On May 1, they flew with their mother in a Cessna 206 from Araraquara to San José del Guaviare. But the engine failed in flight. This was reported by the pilot, who filed an emergency signal.
The plane crashed in a dense jungle. Its fragments were only found after 370 hours. The bodies of three deceased adults were also found, but the children were not at the scene.
But, according to media reports, rescuers found something like a tent made of folded leaves. This indicated that the children could be saved. Which, fortunately, was confirmed. They are dehydrated, suffered from insect bites. But are alive.
The history of aviation knows many cases when people managed to survive the most monstrous disasters. Even if the chance of salvation was one in a million. Let’s just talk about a few.
On June 20, 2011, a Tu-134 crashed near Petrozavodsk. There were 52 people on board. We flew at night, the visibility was bad. During the landing approach, the plane hit a 50-meter pine. Seconds later, he was torn to pieces. Five survived. One of them is Alexandra Kargopolova. Thrown out of the hut by a monstrous force, she fell on arable land. It saved a life.
On August 12, 1985, a Japan Airlines Boeing 747 flying from Tokyo to Osaka crashed in the mountains of Japan. One of the greatest disasters in the world. There are 524 passengers and crew on the plane. 12 minutes after takeoff, the tail of the car detached. With incredible efforts, the pilots held out for another 32 minutes …. The rescuers did not even hope to see the survivors. Especially since they were shocked when they discovered four of them at once. including two children.

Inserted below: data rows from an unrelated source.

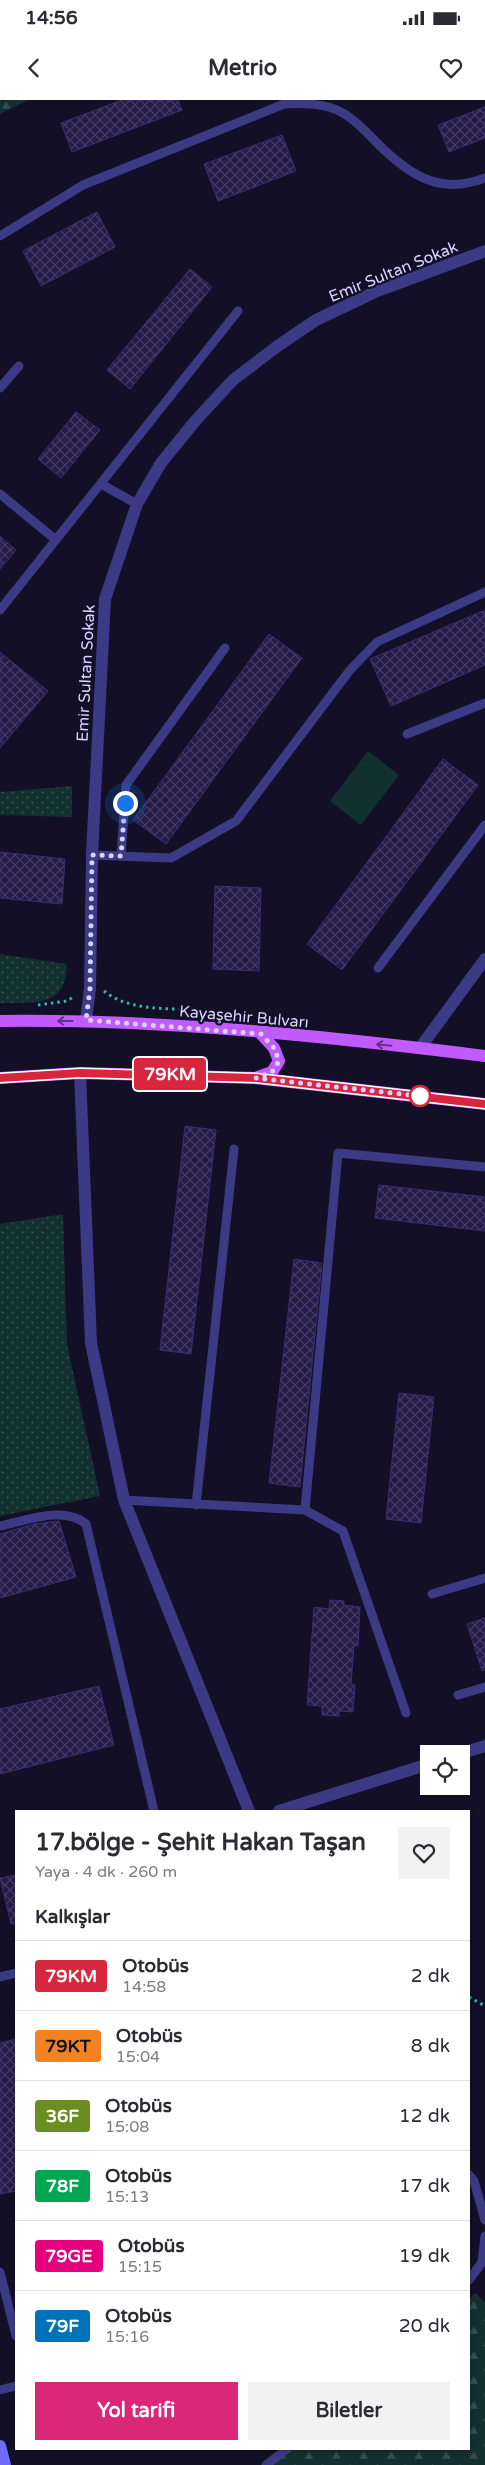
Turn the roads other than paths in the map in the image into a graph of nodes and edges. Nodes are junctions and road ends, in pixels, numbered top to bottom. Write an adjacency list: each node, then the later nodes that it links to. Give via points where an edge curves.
1 (485, 178): 2 (lane, via 459,185 431,181 403,168 341,111 313,104 284,104 83,185)
2 (0, 236)
3 (485, 251): 9 (street, Emir Sultan Sokak, via 375,292 316,320 279,345 233,380 196,420 161,463)
4 (238, 311): 7 (lane)
5 (19, 366): 6 (lane)
6 (0, 388)
7 (101, 484): 9 (lane); 10 (lane)
8 (0, 494): 10 (lane)
9 (137, 504): 17 (street, Emir Sultan Sokak, via 104,599)
10 (56, 540): 12 (lane)
11 (485, 592): 18 (lane, via 377,642 350,670 236,821 171,858)
12 (0, 610)
13 (225, 648): 18 (lane, via 126,785)
14 (485, 703): 15 (lane)
15 (407, 734)
16 (485, 825): 20 (lane)
17 (92, 855): 18 (lane); 21 (street, Emir Sultan Sokak, via 90,989)
18 (121, 856)
19 (485, 959): 24 (street)
20 (378, 968)
21 (86, 1020): 22 (main road, Kayaşehir Bulvarı, one-way to 22); 23 (main road, Kayaşehir Bulvarı)
22 (0, 1021)
23 (261, 1034): 24 (main road, Kayaşehir Bulvarı, one-way to 23); 28 (main road, via 274,1048 279,1061 272,1072)
24 (420, 1048): 25 (main road, Kayaşehir Bulvarı)
25 (485, 1056)
26 (80, 1073): 27 (main road); 28 (main road); 32 (street, via 91,1343)
27 (0, 1078)
28 (256, 1078): 29 (main road)
29 (485, 1104)
30 (234, 1148): 33 (lane)
31 (485, 1167): 34 (lane, via 338,1154)
32 (124, 1500): 33 (lane); 45 (street)
33 (196, 1505): 34 (lane)
34 (305, 1510): 40 (lane, via 343,1531)
35 (0, 1526): 44 (lane, via 62,1514 74,1516 86,1524)
36 (485, 1578): 37 (lane)
37 (432, 1594)
38 (485, 1687): 39 (lane)
39 (458, 1695)
40 (406, 1714)
41 (485, 1746): 42 (street)
42 (470, 1751)
43 (420, 1767): 46 (street)
44 (154, 1810)
45 (249, 1810)
46 (282, 1810)
47 (15, 1973): 48 (lane)
48 (0, 1977)
49 (470, 2176): 50 (lane)
50 (485, 2220)
51 (485, 2236): 52 (lane)
52 (484, 2262): 54 (lane)
53 (0, 2272): 55 (lane)
54 (470, 2279)
55 (15, 2332)
56 (15, 2386): 57 (lane)
57 (0, 2390)
58 (0, 2446): 60 (main road)
59 (286, 2450): 61 (lane)
60 (5, 2465)
61 (266, 2465)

On August 16, 1989, a Northwest Airlines DC-9 took off from Detroit Airport. There are 154 people on board. Among them is 4-year-old Cecilia Sichan, who flew with her parents and older brother. On takeoff, the plane began to rock. It hit the lighting mast, part of the left wing broke off. The DC-9 went down. Little Sessilia, badly fractured and burned, is the only one to have managed to escape. She underwent four operations.
On August 24, 1981, 20-year-old student Larisa Savicka was returning from her honeymoon with her husband Vladimir. We flew on An-24 from Komsomolsk-on-Amur to Blagoveshchensk. Above the town of Zavitinsky at an altitude of 5200 meters, the plane collided with a Tu-16 bomber. Larisa is the only one of the 38 people who survived. For eight minutes, she fell from a height of 5200 meters onto a wreckage of an airplane 3 meters wide and 4 meters long. I spent two days before the rescuers arrived. Doctors found that she had a concussion, spinal injuries and broken bones. Then they wrote that compensation for relatives of the victims amounted to 300 rubles. Larisa received… 75 rubles. Because she survived.
On January 26, 1972, a Yugoslav DC-9 exploded at an altitude of 10,160 meters. He was torn to pieces. In the middle section was 22-year-old flight attendant Vesna Vulovich. Along with the debris, she fell into the forest, which softened the blow. Vesna spent 27 days in a coma and 16 months in hospital. But she survived.
On January 11, 1995, a DC-9-14 flew from Bogota to Cartagena with 47 passengers and 5 crew on board. On approach to land, the aircraft crashed into a swamp. Erica Delgado, 9, was thrown from the plane. She walked away with a broken arm. No one else was saved.
On June 30, 2009, a Yemeni A-310 flew from Paris to the Comoros. There were 153 people on board, including 13-year-old Bahia Bakari. Minutes before landing, the plane crashed into the Indian Ocean. Bahiya was thrown through the illuminator. With bruises and a broken collarbone, she managed to scale one of the wrecks left afloat. The girl spent 9 hours on it.
Valery Shelkovnikov, President of the ICAA “Flight Safety”, member of the World Aviation Safety Foundation:
- Aviation experts have long explored the question of which is the safest seat on an airplane. And they unequivocally say: there is no such recommendation.
They analyzed all flight modes – from takeoff to landing and taxiing. What do the experts recommend? First – take direct routes. Since the beginning of aviation, 50-60% of all aviation accidents have occurred during the approach and landing phases. This is the most difficult and dangerous part of the flight.
p class=””>You need to choose big planes. It’s safer than flying with little ones. On board, you must always listen as carefully as possible to the information of the flight personnel: how to behave, where the emergency exits are, the oxygen bag, etc.
Be sure to buckle up: it’s a guarantee against trouble when you strike up a small talk. Smoke is a serious obstacle on the way to salvation. Therefore, the best way to get your bearings is to count the number of rows of seats to the nearest exit when landing. Then, in case of an accident, you can find the exit of the plane by touch. Never get drunk on a plane! Drunk – will not be saved.